Set in present day, Covid-19-conscious Seattle, the film centres on blue-haired, agoraphobic tech worker Angela Childs (Zoe Kravitz), whose job involves monitoring and correcting user streams for a smart speaker called Kimi. On her latest assignment, Angela hears what sounds like a scream, so she isolates the audio and comes to believe that she’s listening to a recording of a pre-meditated murder.
Immediately flagging it up to her superiors, Angela is asked to come to head office, where she has a less-than-satisfying meeting with “organic interpolations manager” Natalie Chowdhury (Rita Wilson), who insists on a face-to-face meeting before they involve the FBI. Already paranoid and feeling like she’s being given the runaround, Angela makes a run for it, and quickly discovers she’s being pursued by sinister figures intent on shutting her up.

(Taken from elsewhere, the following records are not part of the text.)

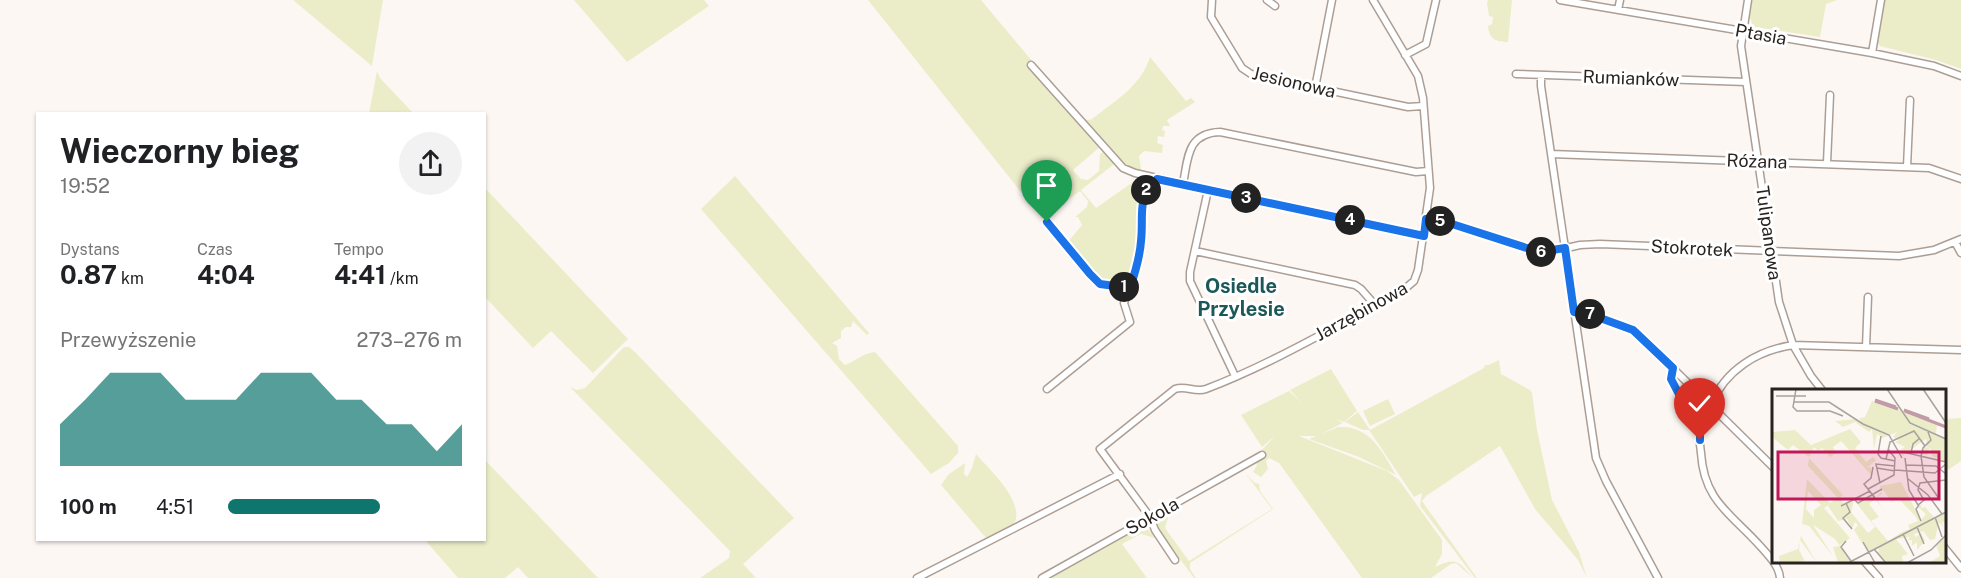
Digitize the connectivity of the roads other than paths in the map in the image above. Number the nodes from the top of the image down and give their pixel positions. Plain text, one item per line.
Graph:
1 (1212, 0) edge
2 (1267, 0) edge
3 (1332, 0) edge
4 (1373, 0) edge
5 (1436, 0) edge
6 (1560, 0) edge
7 (1620, 0) edge
8 (1748, 0) edge
9 (1881, 0) edge
10 (1275, 6) dead end
11 (1618, 9) junction
12 (1743, 30) junction
13 (1872, 53) junction
14 (1406, 55) junction
15 (1030, 65) dead end
16 (1516, 74) dead end
17 (1541, 75) junction
18 (1961, 76) edge
19 (1746, 82) junction
20 (1315, 87) junction
21 (1830, 95) dead end
22 (1910, 100) dead end
23 (1423, 106) junction
24 (1551, 154) junction
25 (1757, 161) junction
26 (1827, 163) junction
27 (1907, 167) junction
28 (1428, 171) junction
29 (1157, 179) junction
30 (1961, 179) edge
31 (1183, 184) junction
32 (1208, 190) junction
33 (1426, 219) junction
34 (1047, 222) dead end
35 (1424, 236) junction
36 (1958, 241) edge
37 (1565, 248) junction
38 (1195, 251) junction
39 (1772, 252) junction
40 (1961, 253) edge
41 (1130, 288) junction
42 (1868, 297) dead end
43 (1375, 305) junction
44 (1574, 312) junction
45 (1792, 345) junction
46 (1866, 347) junction
47 (1961, 350) edge
48 (1673, 368) junction
49 (1235, 376) junction
50 (1047, 389) dead end
51 (1821, 389) edge
52 (1711, 406) junction
53 (1700, 430) junction
54 (1262, 455) dead end
55 (1772, 467) edge
56 (1120, 474) junction
57 (1150, 517) junction
58 (1946, 549) edge
59 (1175, 560) dead end
60 (1772, 560) edge
61 (1774, 563) edge
62 (1867, 563) edge
63 (1961, 568) edge
64 (928, 575) edge
65 (917, 578) edge
66 (1042, 578) edge
67 (1658, 578) edge
68 (1780, 578) edge
69 (1879, 578) edge

1 - 20 street, Jesionowa
2 - 10 street
3 - 20 street
4 - 14 street, Jarzębinowa
5 - 14 street
6 - 11 street, Ptasia
7 - 11 street
8 - 12 street, Tulipanowa
9 - 13 street
11 - 12 street, Ptasia
12 - 13 street, Ptasia
12 - 19 street, Tulipanowa
13 - 18 street, Ptasia
14 - 23 street, Jarzębinowa
15 - 29 street
16 - 17 street, Rumianków
17 - 19 street, Rumianków
17 - 24 street
19 - 25 street, Tulipanowa
20 - 23 street, Jesionowa
21 - 26 street
22 - 27 street
23 - 28 street, Jarzębinowa
24 - 25 street, Różana
24 - 37 street
25 - 26 street, Różana
25 - 39 street, Tulipanowa
26 - 27 street, Różana
27 - 30 street, Różana
28 - 31 street
28 - 33 street, Jarzębinowa
29 - 31 street
29 - 41 street
31 - 32 street
32 - 35 street
32 - 38 street
33 - 35 street, Jarzębinowa
33 - 37 street, Stokrotek
34 - 41 street
35 - 43 street, Jarzębinowa
36 - 39 street, Stokrotek
36 - 40 street
37 - 39 street, Stokrotek
37 - 44 street
38 - 43 street
38 - 49 street
39 - 45 street, Tulipanowa
41 - 50 street
42 - 46 street
43 - 49 street, Jarzębinowa
44 - 48 street
44 - 67 street
45 - 46 street
45 - 51 street, Tulipanowa
45 - 52 street
46 - 47 street
48 - 52 street
48 - 53 street
49 - 56 street, Jarzębinowa
52 - 53 street
52 - 55 street
53 - 60 street
54 - 57 street, Sokola
56 - 57 street
56 - 64 street
57 - 59 street
57 - 66 street, Sokola
58 - 63 street
61 - 68 street
62 - 69 street
64 - 65 street

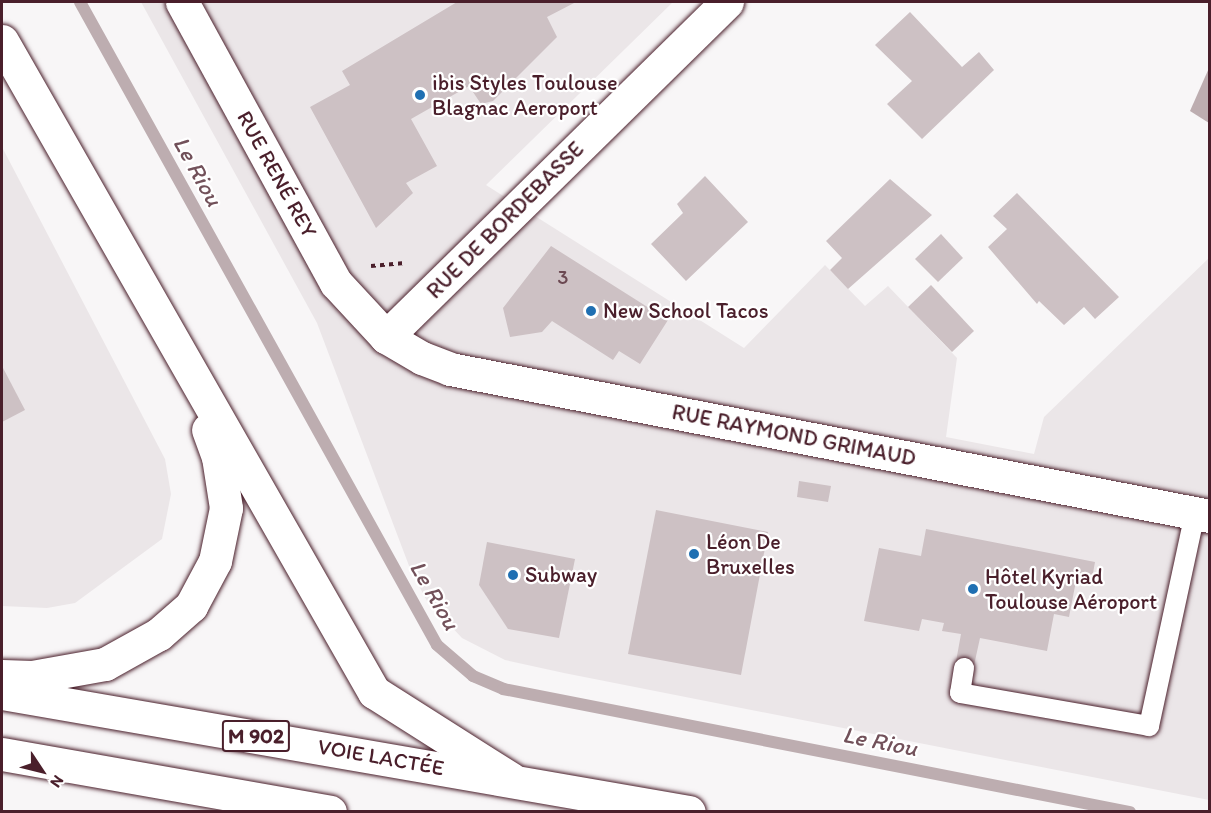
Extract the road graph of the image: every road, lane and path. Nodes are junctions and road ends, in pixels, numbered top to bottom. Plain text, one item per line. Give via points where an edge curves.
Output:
1 (182, 2) edge
2 (727, 2) edge
3 (2, 41) edge
4 (410, 260) dead end
5 (360, 262) dead end
6 (386, 337) junction
7 (181, 358) junction
8 (1202, 514) edge
9 (964, 668) dead end
10 (2, 676) edge
11 (2, 693) edge
12 (2, 754) edge
13 (511, 779) junction
14 (330, 812) edge
15 (689, 812) edge

1 - 6 main road, RUE RENÉ REY via 336,283
2 - 6 main road, RUE DE BORDEBASSE
3 - 7 main road
4 - 5 path via 402,265
6 - 8 main road, RUE RAYMOND GRIMAUD via 450,369
7 - 10 main road via 218,457 225,508 215,561 191,606 159,634 105,664 32,677
7 - 13 main road via 374,692
8 - 9 lane via 1149,726 960,693
11 - 13 main road, VOIE LACTÉE / M 902
12 - 14 main road
13 - 15 main road, VOIE LACTÉE / M 902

Koepp’s knowing script leans into its various references, providing extra fun for film nerds. In addition to The Conversation and Blow Out, there’s a dash of Rear Window (Angela’s apartment overlooks multiple windows of other apartments) and even an inspired riff on Home Alone – the fact that there’s a character called Kevin (Devin Ratray – Home Alone’s “Buzz”) present at that point is surely not a coincidence.
The screenplay does a terrific job of folding in modern-day concerns to its standard conspiracy thriller set-up, touching on tech-related privacy issues, anxiety over Covid-19, mental health worries and even #MeToo, while making each of them feel integral to the plot rather than ticked off a list of topical issues.

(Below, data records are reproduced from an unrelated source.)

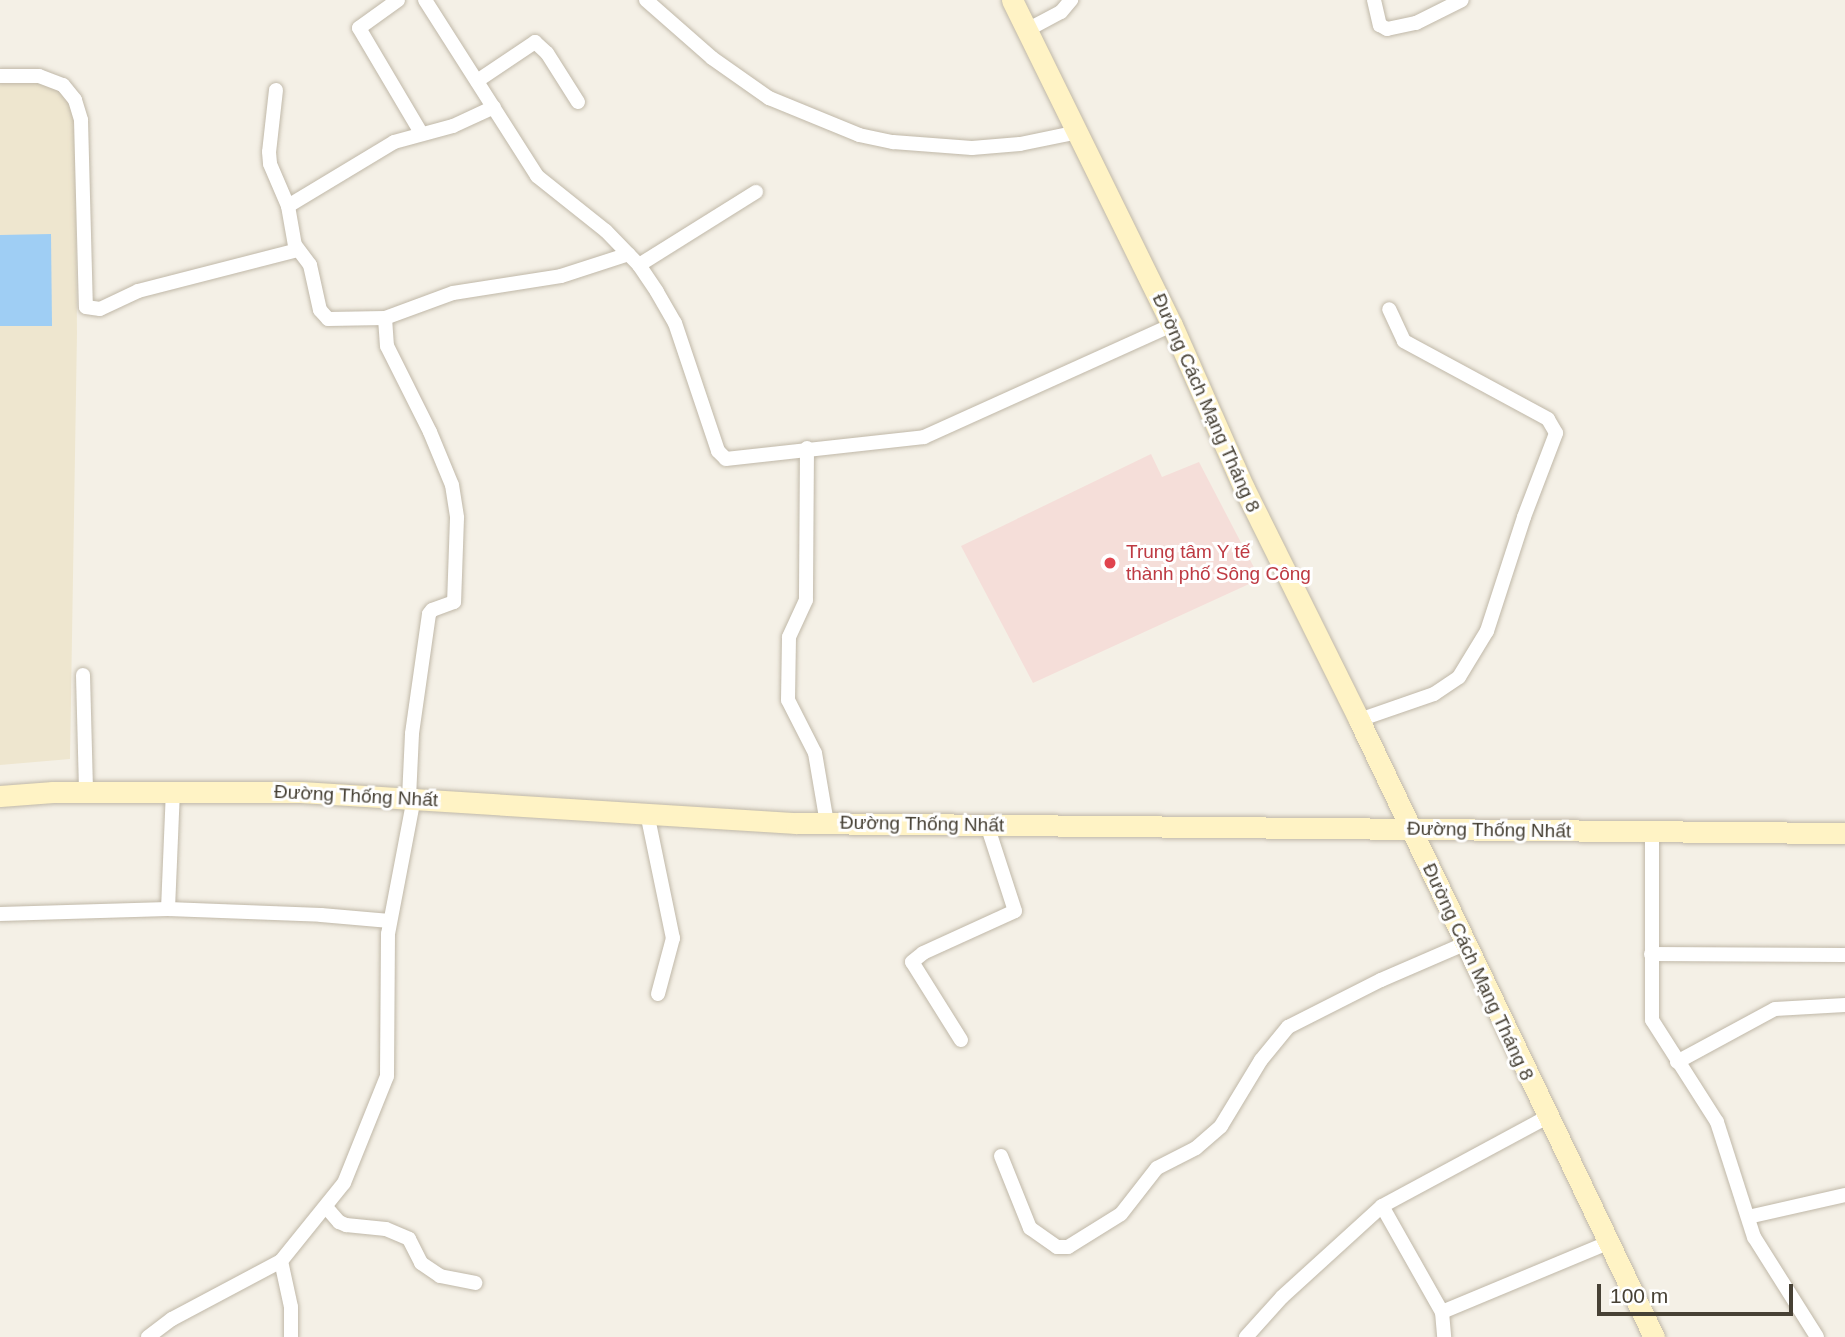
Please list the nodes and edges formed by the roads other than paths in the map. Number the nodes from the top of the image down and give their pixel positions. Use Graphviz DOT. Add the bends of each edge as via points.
graph roads {
  1 [pos="398,0"];
  2 [pos="425,0"];
  3 [pos="646,0"];
  4 [pos="1012,0"];
  5 [pos="1071,0"];
  6 [pos="1374,0"];
  7 [pos="1462,0"];
  8 [pos="1027,30"];
  9 [pos="0,76"];
  10 [pos="477,81"];
  11 [pos="276,90"];
  12 [pos="578,102"];
  13 [pos="494,107"];
  14 [pos="1078,132"];
  15 [pos="421,133"];
  16 [pos="756,192"];
  17 [pos="288,206"];
  18 [pos="298,250"];
  19 [pos="629,254"];
  20 [pos="639,265"];
  21 [pos="1389,309"];
  22 [pos="385,318"];
  23 [pos="1172,325"];
  24 [pos="807,448"];
  25 [pos="83,675"];
  26 [pos="1359,720"];
  27 [pos="86,792"];
  28 [pos="173,792"];
  29 [pos="0,796"];
  30 [pos="411,798"];
  31 [pos="647,813"];
  32 [pos="827,823"];
  33 [pos="987,825"];
  34 [pos="1412,829"];
  35 [pos="1652,831"];
  36 [pos="1845,833"];
  37 [pos="168,909"];
  38 [pos="0,914"];
  39 [pos="390,921"];
  40 [pos="1464,944"];
  41 [pos="1651,954"];
  42 [pos="1845,955"];
  43 [pos="658,994"];
  44 [pos="1845,1005"];
  45 [pos="961,1040"];
  46 [pos="1677,1062"];
  47 [pos="1547,1117"];
  48 [pos="1001,1156"];
  49 [pos="1845,1195"];
  50 [pos="1382,1206"];
  51 [pos="326,1207"];
  52 [pos="1748,1217"];
  53 [pos="1608,1243"];
  54 [pos="281,1261"];
  55 [pos="475,1283"];
  56 [pos="1442,1312"];
  57 [pos="148,1337"];
  58 [pos="291,1337"];
  59 [pos="1246,1337"];
  60 [pos="1444,1337"];
  61 [pos="1654,1337"];
  62 [pos="1817,1337"];
  1 -- 15 [label="street" via="359,28"];
  2 -- 10 [label="street"];
  3 -- 14 [label="street" via="712,58 769,98 859,135 972,148"];
  4 -- 8 [label="street, Đường Cách Mạng Tháng 8"];
  5 -- 8 [label="street" via="1061,12"];
  6 -- 7 [label="street" via="1380,24 1387,29 1416,23"];
  8 -- 14 [label="street, Đường Cách Mạng Tháng 8"];
  9 -- 18 [label="street" via="39,76 63,85 75,100 81,120 86,307 100,309 138,291"];
  10 -- 12 [label="street" via="535,42"];
  10 -- 13 [label="street"];
  11 -- 17 [label="street" via="270,164"];
  13 -- 15 [label="street" via="453,126"];
  13 -- 19 [label="street" via="537,176"];
  14 -- 23 [label="street, Đường Cách Mạng Tháng 8"];
  15 -- 17 [label="street" via="394,142"];
  16 -- 20 [label="street"];
  17 -- 18 [label="street"];
  18 -- 22 [label="street" via="310,265 324,317"];
  19 -- 20 [label="street"];
  19 -- 22 [label="street" via="561,276 453,293"];
  20 -- 24 [label="street" via="675,323 720,456 732,460"];
  21 -- 26 [label="street" via="1404,341 1548,419 1556,433 1487,631 1460,677 1434,694"];
  22 -- 30 [label="street" via="387,346 452,485 457,518 454,602 429,614 412,734"];
  23 -- 24 [label="street" via="933,434"];
  23 -- 26 [label="street, Đường Cách Mạng Tháng 8" via="1244,488"];
  24 -- 32 [label="street" via="806,600 789,637 788,700 815,753"];
  25 -- 27 [label="street"];
  26 -- 34 [label="street, Đường Cách Mạng Tháng 8"];
  27 -- 28 [label="street, Đường Thống Nhất"];
  27 -- 29 [label="street, Đường Thống Nhất"];
  28 -- 30 [label="street, Đường Thống Nhất"];
  28 -- 37 [label="street"];
  30 -- 31 [label="street, Đường Thống Nhất"];
  30 -- 39 [label="street"];
  31 -- 32 [label="street, Đường Thống Nhất"];
  31 -- 43 [label="street" via="673,937"];
  32 -- 33 [label="street, Đường Thống Nhất"];
  33 -- 34 [label="street, Đường Thống Nhất"];
  33 -- 45 [label="street" via="1015,911 912,962"];
  34 -- 35 [label="street, Đường Thống Nhất"];
  34 -- 40 [label="street, Đường Cách Mạng Tháng 8"];
  35 -- 36 [label="street, Đường Thống Nhất"];
  35 -- 41 [label="street"];
  37 -- 38 [label="street"];
  37 -- 39 [label="street"];
  39 -- 51 [label="street" via="387,1076 344,1183"];
  40 -- 47 [label="street, Đường Cách Mạng Tháng 8"];
  40 -- 48 [label="street" via="1288,1027 1261,1060 1221,1126 1196,1148 1157,1168 1121,1213 1068,1247 1057,1247 1030,1228"];
  41 -- 42 [label="street"];
  41 -- 46 [label="street" via="1651,1020"];
  44 -- 46 [label="street" via="1775,1009"];
  46 -- 52 [label="street" via="1717,1122"];
  47 -- 50 [label="street"];
  47 -- 53 [label="street, Đường Cách Mạng Tháng 8"];
  49 -- 52 [label="street"];
  50 -- 56 [label="street"];
  50 -- 59 [label="street" via="1282,1297"];
  51 -- 54 [label="street"];
  51 -- 55 [label="street" via="346,1225 386,1229 409,1239 421,1263 440,1276"];
  52 -- 62 [label="street" via="1759,1247"];
  53 -- 56 [label="street"];
  53 -- 61 [label="street, Đường Cách Mạng Tháng 8"];
  54 -- 57 [label="street" via="172,1319"];
  54 -- 58 [label="street" via="291,1307"];
  56 -- 60 [label="street"];
}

Doing his own camerawork and editing under two different pseudonyms, Soderbergh orchestrates some terrific action sequences, from a thrilling chase scene to an enjoyably violent climax involving an improvised weapon. He also does a great job of building and sustaining tension, making us feel every moment of Angela’s encroaching paranoia.
Kravitz is terrific as Angela, playing her as a mess of desires and anxieties. She also invests her with a skittery physicality that works well and is used by Soderbergh to full advantage in the chase sequence.
The casting of Rita Wilson as the tech consultant manager is nothing short of inspired, cleverly subverting her standard smiley screen persona and turning it into something that’s genuinely chilling. There’s also strong support from Alex Dobrenko (as a Romanian tech expert who helps her identify the victim) and Derek DelGaudio as the smart speaker company’s shady CEO.
In short, this is a deeply satisfying, pacy thriller that’s smartly written, superbly acted and will have you casting your own smart speaker a suspicious glance or two.